Yesterday is used a quote from an educator friend of mine that “I may be the best thing that happens in my students and my staff's lives that day. I can handle the other stuff. They come first.” I’ve been thinking about that a lot since Paul first tweeted it. Most computer science courses are electives which gives those teachers an edge. Their students selected to be there. But honestly I‘ve seen students turned off by that first computer science course as well. Done wrong any course can be painful. I’m of the opinion that learning should be fun. Not that a teacher’s job is to be an entertainer of course. They shouldn’t be torturers either!
Obviously you never want to sacrifice rigor (what ever that means) but you can create an environment in a classroom where students want to be there. I start with the smile. Yes I know the adage that “teachers shouldn't smile until after Christmas” but that is ridiculous. How can a student be happy to be in your class or even your presence if they don’t sense that you are happy to be in their presence?
I used to occasionally arrive at school in the morning grumpy. I am so not a morning person. This is an attitude that dooms one to failure so I worked to get out of it. What I liked to do was walk through the building saying “hi” to as many students as possible with as big a smile as possible. I do think some of the students thought (may still think) I was crazy. A lot of them started smiling back though. Simples are reinforcing. If someone smiles at you it is hard not to smile back. And when people smile back at you it lifts your spirits. Think of it as a positive feedback loop.

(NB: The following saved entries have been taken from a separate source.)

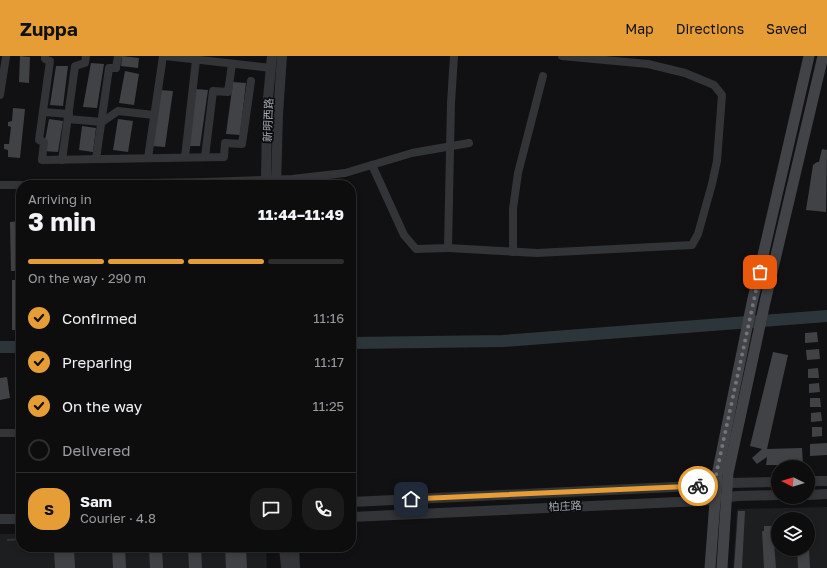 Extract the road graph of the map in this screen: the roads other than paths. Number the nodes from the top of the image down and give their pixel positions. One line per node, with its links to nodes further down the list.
1 (45, 56): 19 (street)
2 (86, 56): 21 (street)
3 (118, 56): 22 (street)
4 (168, 56): 13 (street); 20 (street)
5 (272, 56): 15 (street, 新明西路)
6 (282, 56): 32 (street, 新明西路)
7 (454, 56): 24 (street)
8 (562, 56): 37 (street)
9 (809, 56): 43 (main road)
10 (823, 56): 43 (main road)
11 (6, 57): 18 (street)
12 (214, 59): 13 (street); 14 (street)
13 (196, 60): 25 (street)
14 (232, 64): 15 (street); 26 (street)
15 (271, 68): 31 (street, 新明西路)
16 (543, 76): 37 (street)
17 (251, 81): 26 (street)
18 (0, 95)
19 (43, 112): 21 (street); 29 (street)
20 (154, 115): 22 (street); 27 (street)
21 (68, 117): 22 (street); 29 (street)
22 (102, 122): 28 (street)
23 (469, 143): 24 (street)
24 (450, 146): 30 (street); 36 (street)
25 (185, 157): 26 (street); 27 (street)
26 (205, 157)
27 (148, 158): 28 (street)
28 (96, 159): 29 (street)
29 (62, 160)
30 (372, 165): 33 (street); 36 (street)
31 (271, 180)
32 (271, 180)
33 (285, 180)
34 (0, 185): 35 (street)
35 (16, 185)
36 (448, 248): 37 (street)
37 (513, 252)
38 (0, 433): 39 (street)
39 (16, 433)
40 (815, 481): 41 (street)
41 (827, 481)
42 (771, 482): 43 (street, 柏庄路)
43 (721, 484): 47 (main road); 48 (street, 柏庄路)
44 (827, 494): 46 (street)
45 (771, 495): 47 (street, 柏庄路)
46 (815, 495)
47 (720, 499): 49 (street, 柏庄路); 56 (main road); 57 (main road)
48 (356, 502)
49 (356, 517)
50 (0, 519): 51 (street)
51 (16, 519)
52 (284, 552): 54 (street)
53 (294, 552): 55 (street)
54 (286, 568)
55 (295, 568)
56 (710, 568)
57 (722, 568)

And yes I smiled in class too. I cared about my students. I still do and it gives me great joy to hear from my former students. I worked for a head of school who talk his teachers that they should all look for students they could relate to, that they could be more than a teacher to. He believed, and I agree, that every student in every school needs at least one teacher who they believe honestly cares for them.
A computer teacher runs into a lot of students who don’t fit the typical school model. Oh sure there are some jocks in computer science classes and some really good looking people in them as well. You don’t have to be a geek or a nerd to take computer science. Those students who are a bit geeky and who don’t quite fit in who are in computer science often look for a mentor/friend/person they can relate to in the computer science teacher.
Now sometimes the CS teacher teaches other things and maybe sees themselves as a math teacher roped into teaching a section of CS. They may already have their math geeks. And that is fine. But I hope they also keep an eye out for the CS geeks who aren’t math geeks. I for one was a computer geek without being a math geek. The two are most decidedly not equivalent!
The other thing that can make a course and a teacher the best part of a student’s day is freedom. Not license to do what ever they want. Make no mistake about it students want, need and even respect boundaries that are expressed clearly and maintained fairly. But some freedom to learn the things that interest them beyond the limits of the course. The freedom to make their projects truly their own. The freedom to go beyond what the teacher knows themselves.
In a class where the teacher respects their students students will usually respect the teacher in return. Mutual respect and a spirit of “let’s do this together” can support a lot of individual initiative and learning. A project that a student feels ownership of is a project that a student is more likely to want to work on.
I can remember students asking me “Mr. T do I really have to leave and go to my next class?” Of course they knew the answer was “Yes!” but you know that was an expression of the class being a highlight of their day. And why shouldn’t it be?
Are you or your class the best part of some student’s day? Not for every student – that’s an unattainable goal – but for at least one student? How does that happen for you?
1 comment:
I like the saying - Smile it makes people wander what you are up to. But as I have an "Evil" smile it leaves no doubt with my students.. < Evil Smile>
Thanks for continuing to Blog for us Alfred!